Play Sound Using SourceDataLine in Java

The SourceDataLine is found in javax.sound.sampled.SourceDataLine. To implement SourceDataLine sound play, we follow the following steps.

  • The first step is to create an object of the audio input stream. This step converts the audio file into an input stream that the app can use.
  • The second step is to open a line using the AudioSystem.getLine() method.
  • The third step is to repeatedly read the specified chunks of the audio input stream created in step 1 and forward it to SourceDataLine’s buffer. This is repeated until the end of the audio stream.
  • After the read and buffer have been completed, the resources are freed by closing the line.
import java.io.File;
import java.io.IOException;
 
import javax.sound.sampled.AudioInputStream;
import javax.sound.sampled.AudioFormat;
import javax.sound.sampled.AudioSystem;
import javax.sound.sampled.DataLine;
import javax.sound.sampled.LineUnavailableException;
import javax.sound.sampled.UnsupportedAudioFileException;
import javax.sound.sampled.SourceDataLine;
 
public class simpleSoundPlayer {
 
    //defining the byte buffer
    private static final int BUFFER_SIZE = 4096;
     

    void play(String filePath) {
        File soundFile = new File(filePath);
        try {
          //convering the audio file to a stream
            AudioInputStream sampleStream = AudioSystem.getAudioInputStream(soundFile);
 
            AudioFormat formatAudio = sampleStream.getFormat();
 
            DataLine.Info info = new DataLine.Info(SourceDataLine.class, formatAudio);
 
            SourceDataLine theAudioLine = (SourceDataLine) AudioSystem.getLine(info);
 
            theAudioLine.open(formatAudio);
 
            theAudioLine.start();
             
            System.out.println("Audio Player Started.");
             
            byte[] bufferBytes = new byte[BUFFER_SIZE];
            int readBytes = -1;
 
            while ((readBytes = sampleStream.read(bufferBytes)) != -1) {
                theAudioLine.write(bufferBytes, 0, readBytes);
            }
             
            theAudioLine.drain();
            theAudioLine.close();
            sampleStream.close();
             
            System.out.println("Playback has been finished.");
             
        } catch (UnsupportedAudioFileException e) {
            System.out.println("Unsupported file.");
            e.printStackTrace();
        } catch (LineUnavailableException e) {
            System.out.println("Line not found.");
            e.printStackTrace();
        } catch (IOException e) {
            System.out.println("Experienced an error.");
            e.printStackTrace();
        }      
    }
     
    public static void main(String[] args) {
        String thePath = "path to your audio file here";
        simpleSoundPlayer player = new simpleSoundPlayer();
        player.play(thePath);
    }
 
}

The program above is most effective when the user wants to read a large file without giving up a lot of memory space. This can also be applied when the user is streaming real-time sound data and does not want to have unnecessary lag-time. When well implemented, this method of playing sound can lead to a user getting smooth and consistent sound with very low memory usage. However, failure to close the line can lead to memory clogging and, ultimately, sound distortion.

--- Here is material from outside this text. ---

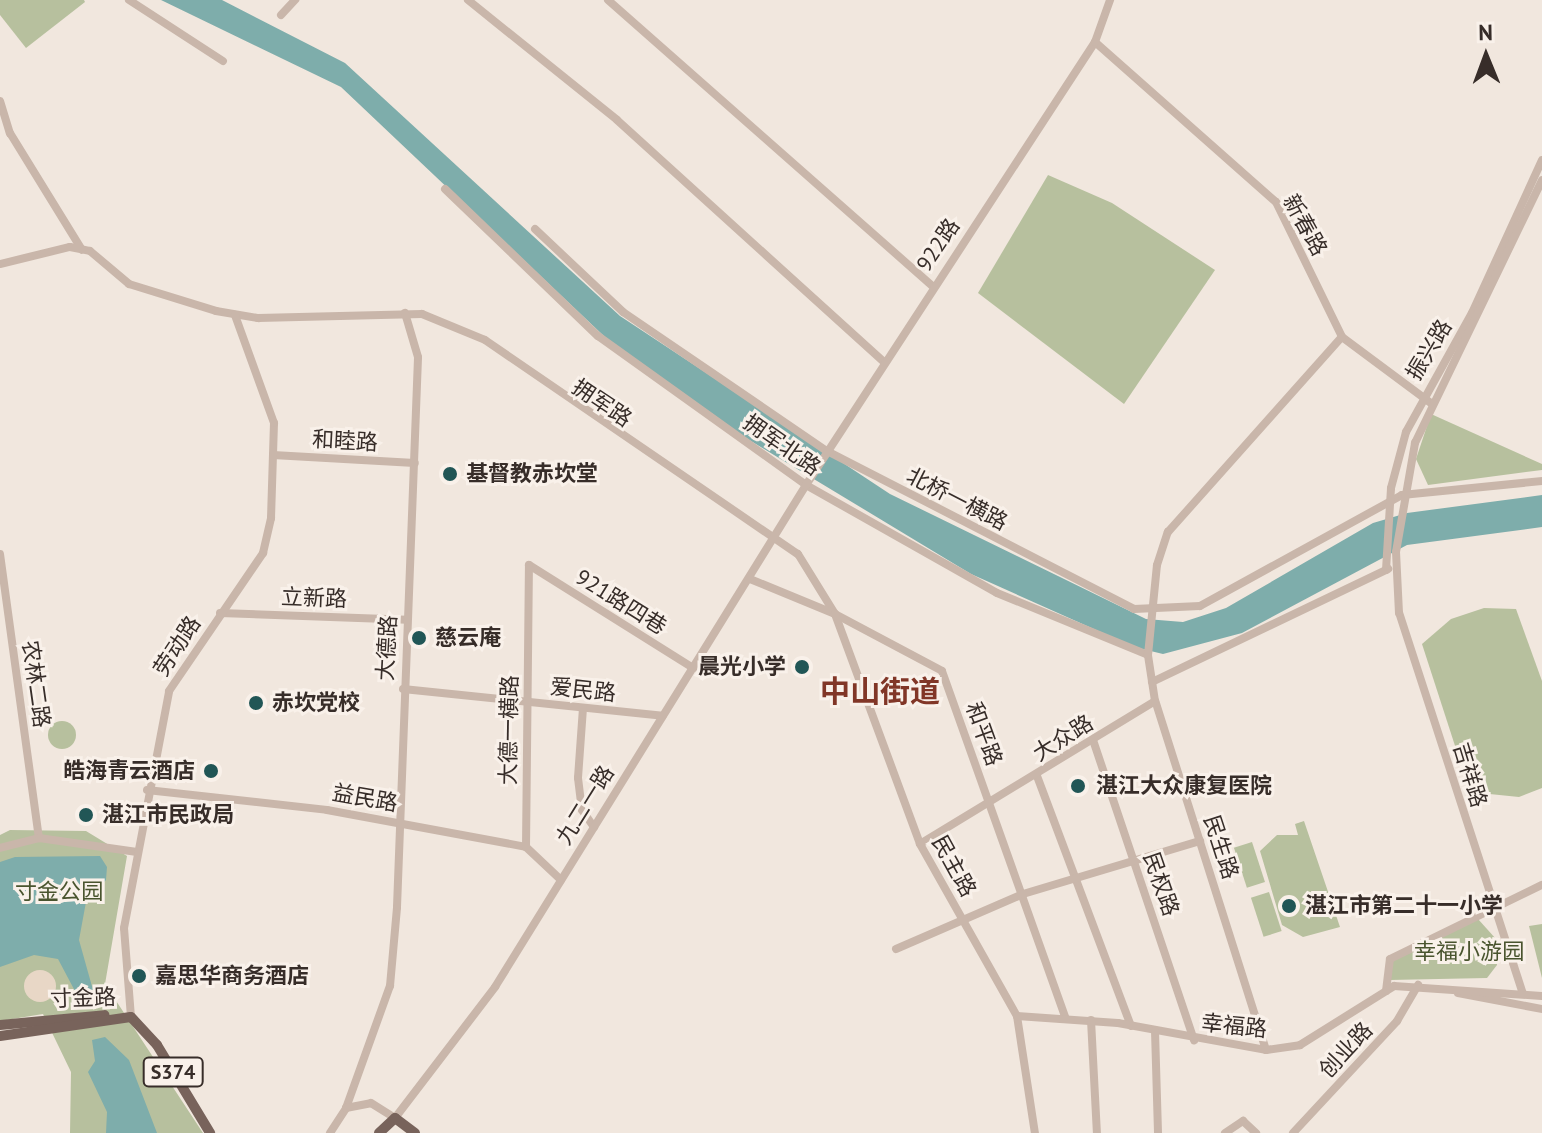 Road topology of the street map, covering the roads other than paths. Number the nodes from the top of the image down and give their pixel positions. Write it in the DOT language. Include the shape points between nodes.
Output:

SoundDataLine is limited in the following ways:

  1. A user can’t start playing from an arbitrary position
  2. It is not possible to loop the sound
  3. It is not possible to pause and resume as you would with a clip
  4. A user cannot know the duration of the selected audio file before they play it

This limits the scenarios where a user can effectively benefit from the SoundDataLine program to large files or online streaming services.